Marine industry leaders gathered at Nor-Shipping in June, with a focus on the key challenges and opportunities driving the transition to a lower-carbon future.
With regulations such as the Carbon Intensity Indicator (CII), FuelEU Maritime, the EU Emissions Trading System (EU ETS) and the upcoming International Maritime Organisation (IMO) carbon levy, fouling control systems continue to play a vital role in the shipping industry as the regulatory bodies chart a course towards net-zero emissions by 2050.
These fouling control systems help reduce fuel consumption and CO₂ emissions, enabling vessels to maintain favorable efficiency ratings and avoid penalties.
Vessel operators will have to navigate a new challenge on the horizon after a global deal agreement was passed at the UN’s IMO MEPC 83 meeting in April, following almost a decade of negotiations.
From 2028, owners of large vessels will have to reduce their carbon intensive fuels or face fines of up to $380 per tonne of carbon dioxide emissions from burning fuel.
Shipping has become the first industry in the world with internationally mandated targets to reduce emissions and according to maritime consultancy UMAS, the historic agreement could result in an eight per cent reduction in emissions by 2030.
The deal is a historic moment for the industry and will further drive home the importance of cutting fuel consumption.
Marine coatings and technologies, in isolation, are not enough for shipowners to comply with the regulations. Vessel operators need to consult coating companies with proven expertise in high-performing fouling control coatings and a strong track record of in-service performance, to support data-driven and well-informed investment decisions.
We’ve supported customers with their CII ratings and have helped them offset the EU ETS surcharge, which came into effect last year. In 2024, shipowners were responsible for 40% of their emissions costs, increasing to 70% this year and set to reach 100% from 2026.
Last year, a record number of customers engaged with us to identify the most suitable underwater hull schemes to aid CII compliance, highlighting the growing demand for tailored fouling control solutions from International® marine coatings. Our solutions not only ensure regulatory compliance but also enhance vessel performance and sustainability.
For example, the application of Intercept® 8500 LPP on a globally trading VLCC vessel led to a reduction of carbon emissions of approximately 8,500 tonnes over the five years in service.
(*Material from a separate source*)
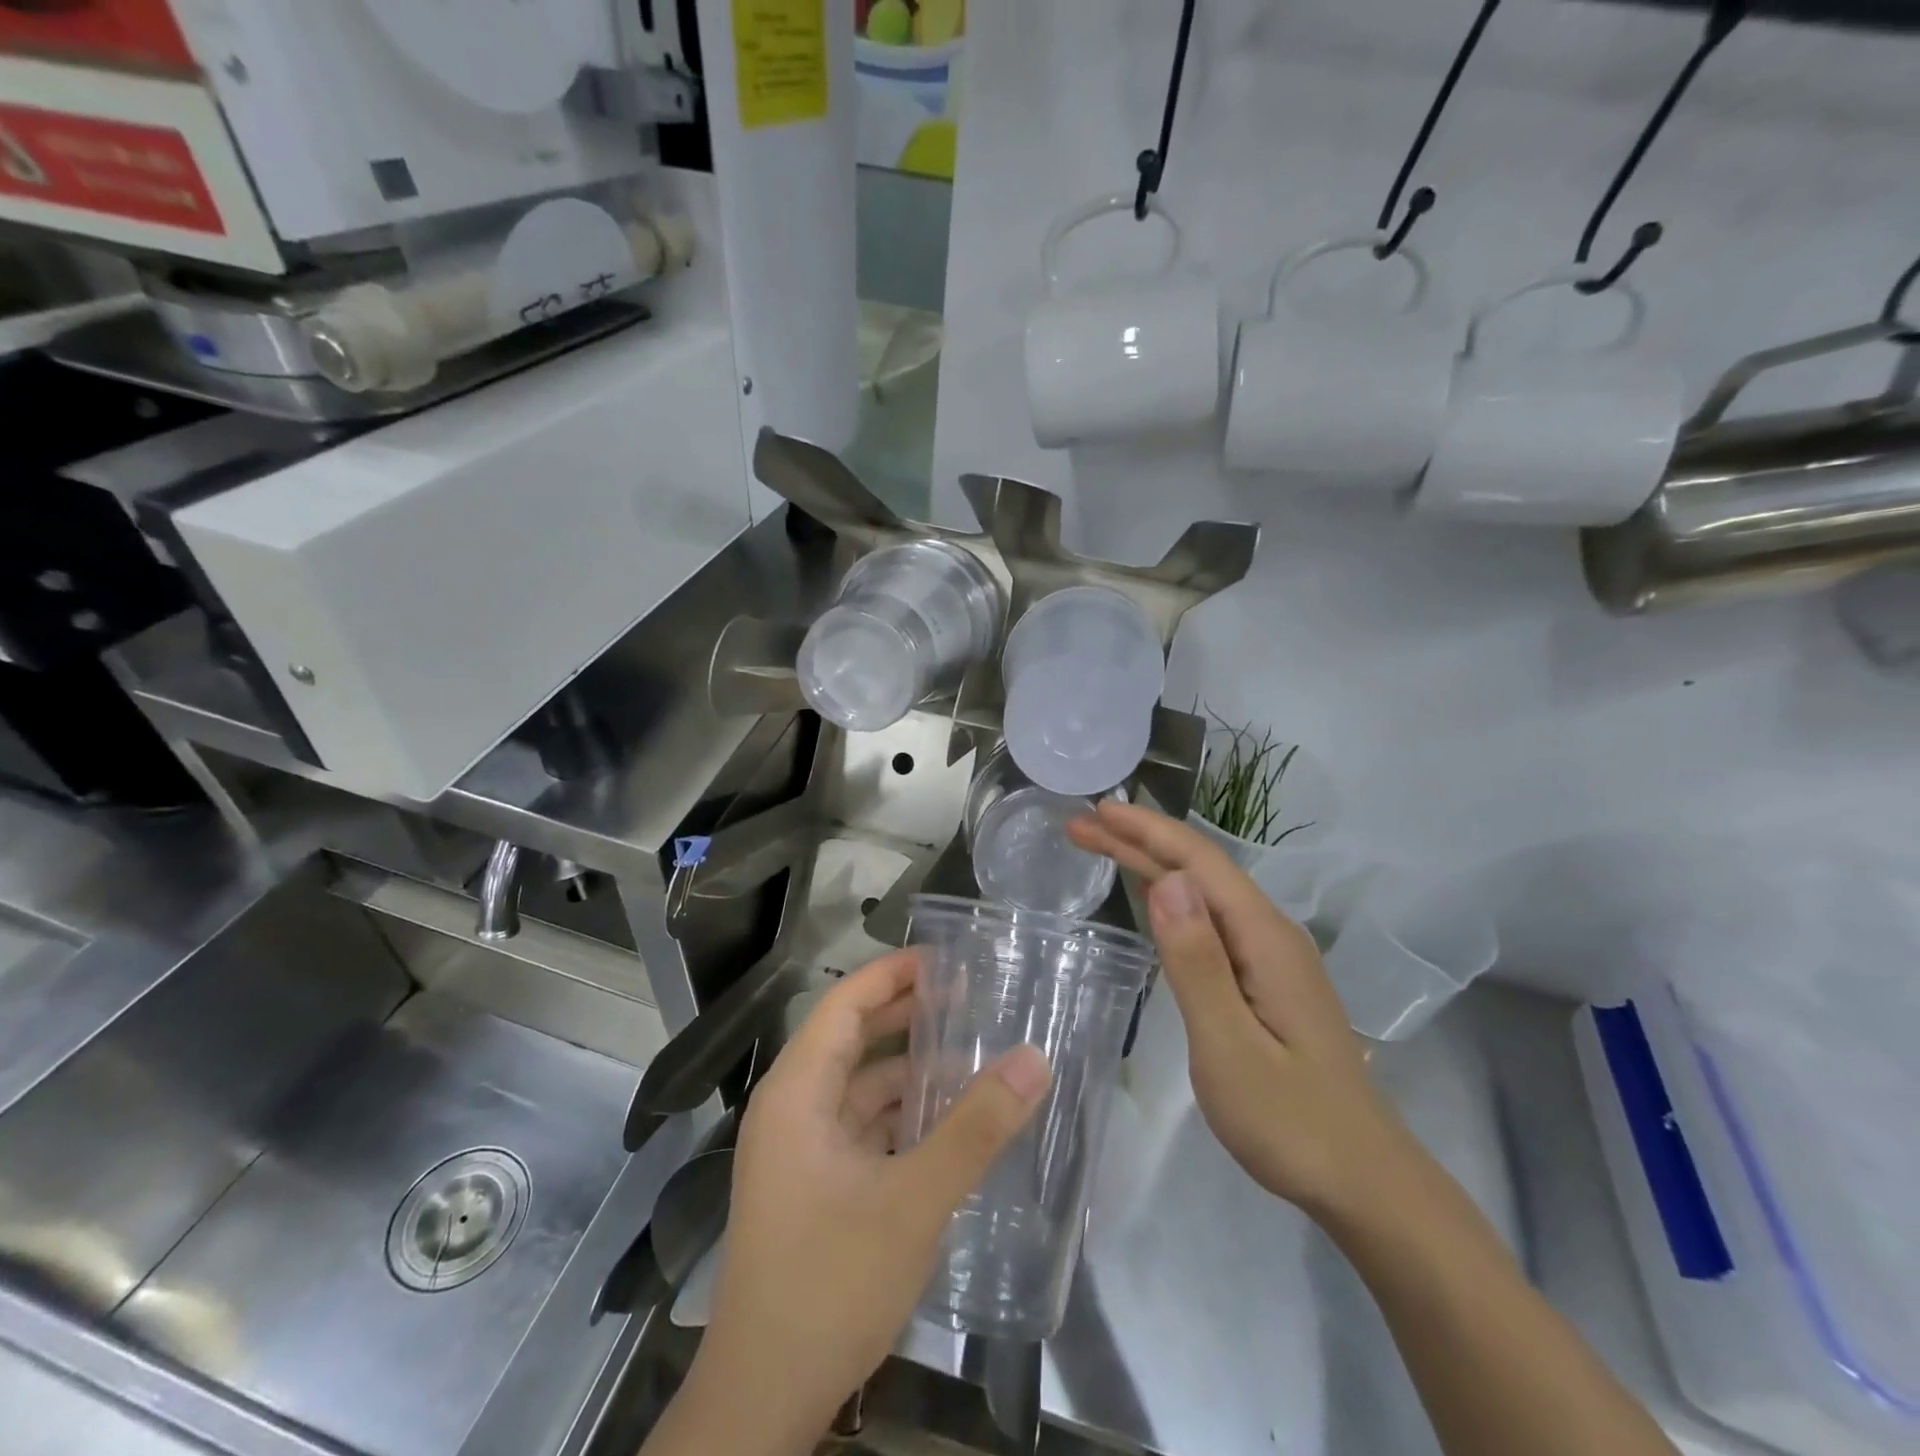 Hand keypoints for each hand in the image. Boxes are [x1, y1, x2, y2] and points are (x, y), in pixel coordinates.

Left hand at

As a result, this vessel maintained a CII ‘A’ grade rating throughout the study, which resulted in the customer achieving both performance and decarbonization targets.
Furthermore, we have seen increased demand for Intertrac® Vision, our big data prediction tool that enables ship owners and operators to assess the impact of fouling control coatings on vessel fuel consumption and CO2 emissions while in transit. This digital tool allows our experts to collaborate closely with vessel operators to assess the return on investment of various coating schemes, tailored to vessel type and operating conditions. It simplifies the coatings selection process and delivers data-driven insights for more informed decision-making.
The carbon levy passed at the IMO meeting in April is scheduled for implementation in 2028. With steeper penalties, it is expected to impact global shipping routes if vessel operators do not reduce their reliance on carbon intensive fuels.
However, there are steps that shipowners can take to invest in regulation compliances and minimise penalties. With nearly 150 years of experience serving the marine industry, offering high-performance coatings, hull performance expertise and data-driven insights, we are uniquely positioned to help shipowners achieve regulatory compliance while maintaining operational efficiency.